- _EXERCISE GOAL_: Go through the data below and return each line where the string "lane" occurs.

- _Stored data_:

=== Begin Enclosure ===

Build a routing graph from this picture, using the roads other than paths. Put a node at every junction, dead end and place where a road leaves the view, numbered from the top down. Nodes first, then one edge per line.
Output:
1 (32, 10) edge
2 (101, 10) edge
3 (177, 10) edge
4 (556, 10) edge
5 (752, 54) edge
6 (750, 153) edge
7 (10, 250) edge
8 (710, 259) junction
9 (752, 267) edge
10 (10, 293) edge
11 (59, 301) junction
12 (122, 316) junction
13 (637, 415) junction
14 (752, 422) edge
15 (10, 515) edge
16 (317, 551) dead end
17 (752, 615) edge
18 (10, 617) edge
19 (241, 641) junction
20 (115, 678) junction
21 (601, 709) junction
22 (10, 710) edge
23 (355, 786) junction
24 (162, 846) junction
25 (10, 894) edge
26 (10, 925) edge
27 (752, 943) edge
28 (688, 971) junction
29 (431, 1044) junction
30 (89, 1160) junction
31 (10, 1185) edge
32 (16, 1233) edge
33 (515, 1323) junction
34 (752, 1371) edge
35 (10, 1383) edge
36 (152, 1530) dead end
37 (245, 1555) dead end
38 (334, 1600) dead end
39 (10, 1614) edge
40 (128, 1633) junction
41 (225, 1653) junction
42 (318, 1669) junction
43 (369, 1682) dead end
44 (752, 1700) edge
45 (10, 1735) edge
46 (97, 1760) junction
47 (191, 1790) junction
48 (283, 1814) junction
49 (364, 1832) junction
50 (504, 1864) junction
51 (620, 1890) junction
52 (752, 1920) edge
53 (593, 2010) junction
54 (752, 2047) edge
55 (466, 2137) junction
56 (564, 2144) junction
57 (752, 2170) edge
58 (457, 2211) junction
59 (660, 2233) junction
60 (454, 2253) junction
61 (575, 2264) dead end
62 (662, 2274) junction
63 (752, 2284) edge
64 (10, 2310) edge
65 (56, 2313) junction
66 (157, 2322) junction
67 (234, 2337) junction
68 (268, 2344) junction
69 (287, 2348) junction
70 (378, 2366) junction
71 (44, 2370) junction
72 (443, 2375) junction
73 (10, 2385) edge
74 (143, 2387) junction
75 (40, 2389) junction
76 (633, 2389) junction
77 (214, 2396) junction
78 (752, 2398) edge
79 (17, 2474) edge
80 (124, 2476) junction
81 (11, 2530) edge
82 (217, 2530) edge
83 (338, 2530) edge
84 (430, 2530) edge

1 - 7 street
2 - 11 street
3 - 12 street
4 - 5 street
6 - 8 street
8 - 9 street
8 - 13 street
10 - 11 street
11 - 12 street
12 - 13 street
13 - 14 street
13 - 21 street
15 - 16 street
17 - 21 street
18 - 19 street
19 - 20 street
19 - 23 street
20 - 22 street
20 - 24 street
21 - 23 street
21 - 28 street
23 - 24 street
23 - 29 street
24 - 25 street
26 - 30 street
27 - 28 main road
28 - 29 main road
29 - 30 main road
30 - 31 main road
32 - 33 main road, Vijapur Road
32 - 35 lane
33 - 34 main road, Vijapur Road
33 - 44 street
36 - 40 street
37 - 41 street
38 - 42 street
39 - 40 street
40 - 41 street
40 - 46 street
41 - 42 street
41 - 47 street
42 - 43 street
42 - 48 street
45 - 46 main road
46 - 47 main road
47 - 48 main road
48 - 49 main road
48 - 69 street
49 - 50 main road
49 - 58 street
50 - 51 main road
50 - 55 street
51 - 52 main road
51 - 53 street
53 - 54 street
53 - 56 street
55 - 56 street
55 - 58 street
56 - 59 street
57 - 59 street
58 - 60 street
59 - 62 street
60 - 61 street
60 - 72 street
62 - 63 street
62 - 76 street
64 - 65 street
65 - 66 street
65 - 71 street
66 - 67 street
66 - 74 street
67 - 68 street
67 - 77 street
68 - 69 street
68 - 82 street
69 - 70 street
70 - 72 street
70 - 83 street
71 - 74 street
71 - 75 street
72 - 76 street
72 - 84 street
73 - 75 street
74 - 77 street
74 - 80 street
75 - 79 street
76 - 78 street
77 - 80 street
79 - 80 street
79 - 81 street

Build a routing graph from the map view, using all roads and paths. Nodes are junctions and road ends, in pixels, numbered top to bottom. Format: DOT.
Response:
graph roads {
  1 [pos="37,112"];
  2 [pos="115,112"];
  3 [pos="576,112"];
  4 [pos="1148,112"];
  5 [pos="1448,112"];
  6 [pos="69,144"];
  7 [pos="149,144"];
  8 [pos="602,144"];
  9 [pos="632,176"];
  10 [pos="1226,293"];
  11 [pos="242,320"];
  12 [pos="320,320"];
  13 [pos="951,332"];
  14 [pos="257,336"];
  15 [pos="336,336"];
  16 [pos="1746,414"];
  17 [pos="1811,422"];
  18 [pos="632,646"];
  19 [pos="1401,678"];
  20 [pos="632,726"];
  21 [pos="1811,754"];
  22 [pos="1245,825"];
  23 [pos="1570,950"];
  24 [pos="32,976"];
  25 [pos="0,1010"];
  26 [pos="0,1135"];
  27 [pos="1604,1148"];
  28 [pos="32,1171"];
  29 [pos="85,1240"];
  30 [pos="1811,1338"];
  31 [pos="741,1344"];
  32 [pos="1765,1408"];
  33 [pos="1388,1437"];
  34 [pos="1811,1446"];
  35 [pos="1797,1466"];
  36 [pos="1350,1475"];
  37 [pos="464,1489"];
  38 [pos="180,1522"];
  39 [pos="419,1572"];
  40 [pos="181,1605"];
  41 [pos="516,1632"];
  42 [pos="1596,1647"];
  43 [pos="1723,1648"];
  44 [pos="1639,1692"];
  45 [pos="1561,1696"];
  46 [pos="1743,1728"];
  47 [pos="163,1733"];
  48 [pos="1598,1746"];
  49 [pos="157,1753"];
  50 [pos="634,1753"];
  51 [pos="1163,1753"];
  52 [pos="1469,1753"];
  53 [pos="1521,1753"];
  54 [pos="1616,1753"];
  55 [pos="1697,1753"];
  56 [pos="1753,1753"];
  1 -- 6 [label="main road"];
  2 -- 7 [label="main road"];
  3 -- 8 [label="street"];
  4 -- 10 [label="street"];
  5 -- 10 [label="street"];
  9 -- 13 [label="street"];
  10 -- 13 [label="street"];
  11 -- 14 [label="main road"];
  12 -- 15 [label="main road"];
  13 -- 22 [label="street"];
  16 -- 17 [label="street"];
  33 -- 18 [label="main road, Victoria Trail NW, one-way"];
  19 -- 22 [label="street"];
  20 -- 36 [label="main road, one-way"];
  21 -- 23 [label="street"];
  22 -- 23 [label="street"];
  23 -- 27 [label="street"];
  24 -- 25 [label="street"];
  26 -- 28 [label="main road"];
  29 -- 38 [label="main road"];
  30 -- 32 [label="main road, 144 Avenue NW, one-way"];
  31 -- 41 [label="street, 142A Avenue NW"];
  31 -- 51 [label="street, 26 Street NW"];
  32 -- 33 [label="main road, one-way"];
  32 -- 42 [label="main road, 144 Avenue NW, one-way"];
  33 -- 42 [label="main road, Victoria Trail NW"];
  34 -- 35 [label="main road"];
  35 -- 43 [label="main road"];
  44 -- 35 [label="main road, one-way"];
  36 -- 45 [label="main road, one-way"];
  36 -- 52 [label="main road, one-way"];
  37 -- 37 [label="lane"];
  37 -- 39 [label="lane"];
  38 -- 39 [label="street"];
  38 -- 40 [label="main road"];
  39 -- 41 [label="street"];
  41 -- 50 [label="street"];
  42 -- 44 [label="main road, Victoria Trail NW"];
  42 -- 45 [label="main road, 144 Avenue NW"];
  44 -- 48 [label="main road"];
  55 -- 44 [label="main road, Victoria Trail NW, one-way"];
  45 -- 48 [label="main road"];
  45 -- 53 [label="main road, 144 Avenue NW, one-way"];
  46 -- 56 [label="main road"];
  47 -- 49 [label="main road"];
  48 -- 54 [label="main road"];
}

=== End Enclosure ===

- _TASK RESPONSE_:
32 - 35 lane
  37 -- 37 [label="lane"];
  37 -- 39 [label="lane"];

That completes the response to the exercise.